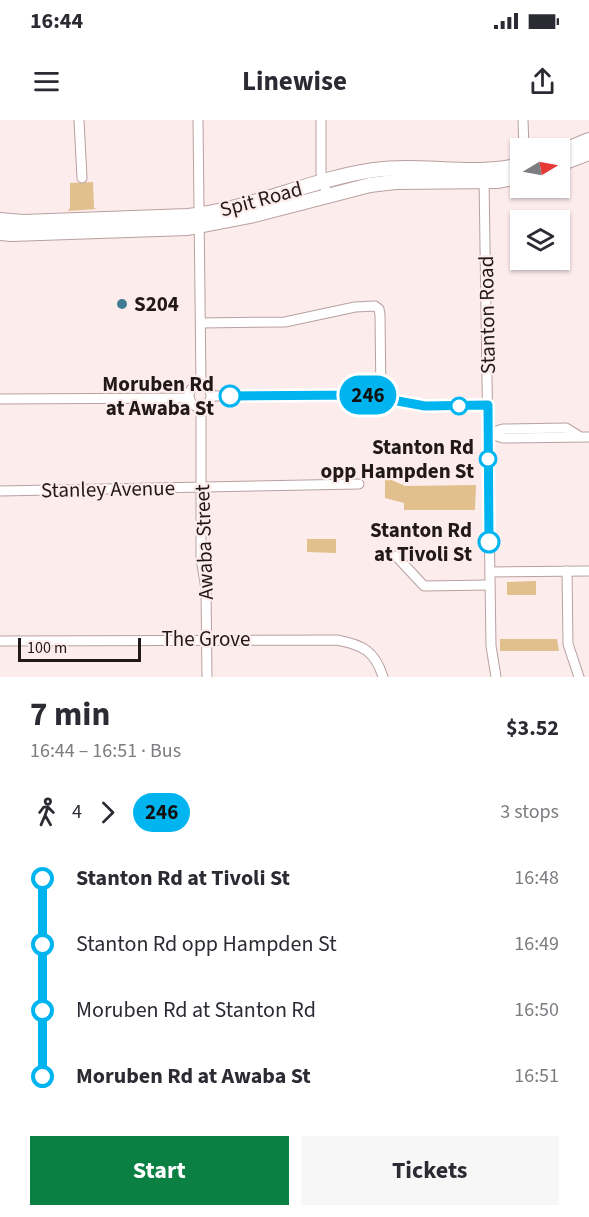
<!DOCTYPE html>
<meta charset="utf-8">
<style>
body{margin:0;font-family:"Source Sans 3",sans-serif;background:#f7f7f7;color:#2b2b33;height:100vh;display:flex;flex-direction:column;font-size:22px;white-space:nowrap}
*{box-sizing:border-box;margin:0}
p{font-size:20px;color:#7c7c81}
.icon{flex:none;width:33px;height:33px;fill:none;stroke:currentColor;stroke-width:2;stroke-linecap:round;stroke-linejoin:round}
.map{position:relative;height:557px;overflow:hidden}
.details{display:flex;flex-direction:column;background:#fff;flex:1}
.details>*{flex:none}
.badge{padding:0 12px;border-radius:20px;font-size:21px;line-height:39px}
.needle{width:39px;rotate:80deg}
.tools{position:absolute;left:510px;top:18px;display:grid;gap:12px}
.tools a{display:grid;place-items:center;width:60px;height:60px;border-radius:0px;background:#fff;box-shadow:0 2px 4px #0004;font-size:30px}
.scale{position:absolute;left:18px;bottom:15px;width:123px;box-sizing:border-box;padding-left:6px;border:3px solid #211818;border-top:0;font-size:16px;line-height:21px;white-space:nowrap;color:#211818;-webkit-text-stroke:4px #fdecec;paint-order:stroke}
.map>.badge{position:absolute;translate:-50% -50%;box-shadow:0 0 0 3px #fff}
.legs{display:flex;align-items:center;gap:9px;height:66px;padding:0 30px;font-size:20px}
.legs p{margin-inline-start:auto}
.head{display:flex;align-items:center;justify-content:space-between;height:102px;padding:0 30px}
h1{font-size:33px;font-weight:700;line-height:45px}
.cta{display:flex;gap:12px;margin-top:auto;padding:12px 30px}
.cta a{flex:1;height:69px;border-radius:0px;background:#0b8043;color:#fff;font-size:24px;font-weight:700;line-height:69px;text-align:center}
.cta a+a{background:#f7f7f7;color:#2b2b33}
ul{padding:0 30px;list-style:none}
li{display:flex;align-items:center;gap:21px;height:66px;font-size:22px}
li i{display:grid;place-items:center;width:9px;height:100%;margin:0 8px;background:currentColor}
li i::after{content:'';width:15px;height:15px;margin:-8px;border:4px solid;border-radius:50%;background:#fff}
li p{margin-inline-start:auto}
li:first-child i{background:linear-gradient(#0000 50%,currentColor 0)}
li:last-child i{background:linear-gradient(currentColor 50%,#0000 0)}
.status{display:flex;justify-content:space-between;align-items:center;height:42px;padding:0 30px;background:#fff;direction:ltr}
.status svg{height:16px;fill:currentColor}
header{display:flex;justify-content:space-between;align-items:center;height:78px;padding:0 30px;background:#fff;font-size:27px;font-weight:700}
.map>svg:first-child{display:block}
.green{fill:#e2c08d}
.lines{fill:none;stroke-linecap:round;stroke-linejoin:round}
.minor-casing{stroke:#baa0a0;stroke-width:11}
.highway-casing{stroke:#baa0a0;stroke-width:16}
.minor{stroke:#fff;stroke-width:9}
.highway{stroke:#fff;stroke-width:14}
.line-1-casing{stroke:#fff;stroke-width:14}
.line-1{stroke:#00b5ef;stroke-width:9}
.poi-dot{fill:#407c93;stroke:#fdecec;stroke-width:2}
.stop-1-dot{fill:#fff;stroke:#00b5ef;stroke-width:3}
.labels{text-anchor:middle;stroke-width:4.5;stroke-linejoin:round;paint-order:stroke}
.street-label{font-size:21px;fill:#211818;stroke:#fdecec}
.poi-label{font-size:21px;font-weight:bold;fill:#211818;stroke:#fdecec;text-anchor:start}
.stop-label{font-size:21px;font-weight:bold;fill:#211818;stroke:#fdecec;text-anchor:end}
</style>
<div class="status"><b>16:44</b><svg viewBox="0 0 49 12"><path d="M0 12V9h3v3zM5 12V6h3v6zM10 12V3h3v9zM15 12V0h3v12zM26 1h20v11H26zM47 4h2v5h-2z"/></svg></div>
<header><svg class="icon" aria-label="menu" viewBox="0 0 24 24"><path d="M4 6h16M4 12h16M4 18h16"/></svg>Linewise<svg class="icon" aria-label="share" viewBox="0 0 24 24"><path d="M12 15V3M7 8l5-5 5 5M5 13v7h14v-7"/></svg></header>
<div class="map">
<svg width="589" height="557" viewBox="0 0 589 557">
<rect width="100%" height="100%" fill="#fdecec"/>
<!-- green -->
<g class="green">
<polygon points="93,62 94,88 97,89 68,91 70,88 70,63"/>
<polygon points="385,357 405,366 476,365 475,390 404,390 404,383 385,378"/>
<polygon points="307,419 336,419 336,433 307,432"/>
<polygon points="536,461 536,475 507,475 507,462"/>
<polygon points="500,519 557,519 559,531 500,531"/>
</g>
<g class="lines">
<defs>
<g id="minor">
<polyline points="79,0 82,58"/>
<polyline points="198,0 201,265"/>
<polyline points="321,0 321,53 327,75"/>
<polyline points="523,0 524,28"/>
<polyline points="484,58 491,526 496,557"/>
<polyline points="201,203 285,202 355,187 375,186 379,189 380,195 381,277"/>
<circle cx="200" cy="276" r="11"/>
<polyline points="212,276 365,275 425,286 488,285"/>
<polyline points="0,279 189,278"/>
<polyline points="201,287 201,438 206,469 207,557"/>
<polyline points="488,313 503,318 589,317"/>
<polyline points="488,313 503,309 566,308 579,316"/>
<polyline points="0,371 359,364"/>
<polyline points="396,436 424,466 490,465"/>
<polyline points="567,451 568,524 579,557"/>
<polyline points="490,452 589,451"/>
<path d="M 0,521 L 337,520 C 363,525 375,531 383,557"/>
</g>
<g id="highway">
<polyline points="560,32 589,20"/>
<polyline points="560,44 589,33"/>
<path d="M 0,100 L 23,102 L 188,96 C 252,89 311,59 374,50 C 423,43 473,57 520,45"/>
<polyline points="0,113 11,114 188,108 250,96 370,65 395,62 497,61 520,57"/>
</g>
</defs>
<!-- minor casing -->
<use href="#minor" class="minor-casing"/>
<!-- highway casing -->
<use href="#highway" class="highway-casing"/>
<!-- minor -->
<use href="#minor" class="minor"/>
<!-- highway -->
<use href="#highway" class="highway"/>
</g>
<g class="lines">
<defs>
<polyline id="line-1" points="230,276 365,275 425,286 488,285 489,422"/>
</defs>
<!-- line-1 casing -->
<use href="#line-1" class="line-1-casing"/>
<!-- line-1 -->
<use href="#line-1" class="line-1"/>
</g>
<!-- markers -->
<circle class="poi-dot" cx="122" cy="184" r="6"/>
<g class="stop-1-dot">
<circle cx="230" cy="276" r="10"/>
<circle cx="459" cy="286" r="8"/>
<circle cx="488" cy="339" r="8"/>
<circle cx="489" cy="422" r="10"/>
</g>
<g class="labels">
<!-- street labels -->
<g class="street-label">
<text transform="translate(261 79) rotate(-15)" y="7">Spit Road</text>
<text transform="translate(487 195) rotate(-91)" y="7">Stanton Road</text>
<text transform="translate(108 369) rotate(-1)" y="7">Stanley Avenue</text>
<text transform="translate(204 422) rotate(-92)" y="7">Awaba Street</text>
<text x="206" y="526">The Grove</text>
</g>
<!-- poi labels -->
<g class="poi-label">
<text x="134" y="191">S204</text>
</g>
<!-- stop labels -->
<g class="stop-label">
<text x="214" y="271">Moruben Rd<tspan x="214" dy="24">at Awaba St</tspan></text>
<text x="474" y="334">Stanton Rd<tspan x="474" dy="24">opp Hampden St</tspan></text>
<text x="472" y="417">Stanton Rd<tspan x="472" dy="24">at Tivoli St</tspan></text>
</g>
</g>
</svg>
<div class="tools">
<a><svg class="needle" viewBox="-14 -14 28 28"><path d="M0-13l5 13h-10z" fill="#e53935"/><path d="M0 13l5-13h-10z" fill="#7c7c81"/></svg></a>
<a><svg class="icon" aria-label="layers" viewBox="0 0 24 24"><path d="M12 4l9 5-9 5-9-5zM3 14l9 5 9-5"/></svg></a>
</div>
<div class="scale">100 m</div>
<b class="badge" style="left:368px;top:275px;background:#00b5ef;color:#111">246</b>
</div>
<section class="details">
<div class="head"><div><h1>7 min</h1><p>16:44 – 16:51 · Bus</p></div><b>$3.52</b></div>
<div class="legs"><svg class="icon" aria-label="walk" viewBox="0 0 24 24"><circle cx="13" cy="4" r="2"/><path d="M13 8l-2 6 4 7M11 14l-3 7M7 12l3-4h3l4 4"/></svg>4<svg class="icon" aria-label="forward" viewBox="0 0 24 24"><path d="M9 5l7 7-7 7"/></svg><b class="badge" style="background:#00b5ef;color:#111">246</b><p>3 stops</p></div>
<ul>
<li><i style="color:#00b5ef"></i><b>Stanton Rd at Tivoli St</b><p>16:48</p></li>
<li><i style="color:#00b5ef"></i><span>Stanton Rd opp Hampden St</span><p>16:49</p></li>
<li><i style="color:#00b5ef"></i><span>Moruben Rd at Stanton Rd</span><p>16:50</p></li>
<li><i style="color:#00b5ef"></i><b>Moruben Rd at Awaba St</b><p>16:51</p></li>
</ul>
<div class="cta"><a>Start</a><a>Tickets</a></div>
</section>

◇ ◇ ◇ ◇ ◇

§ Problem to work on
The lines that mention the word "href" should be pulled from the records above.

§ Result for this exercise
<use href="#minor" class="minor-casing"/>
<use href="#highway" class="highway-casing"/>
<use href="#minor" class="minor"/>
<use href="#highway" class="highway"/>
<use href="#line-1" class="line-1-casing"/>
<use href="#line-1" class="line-1"/>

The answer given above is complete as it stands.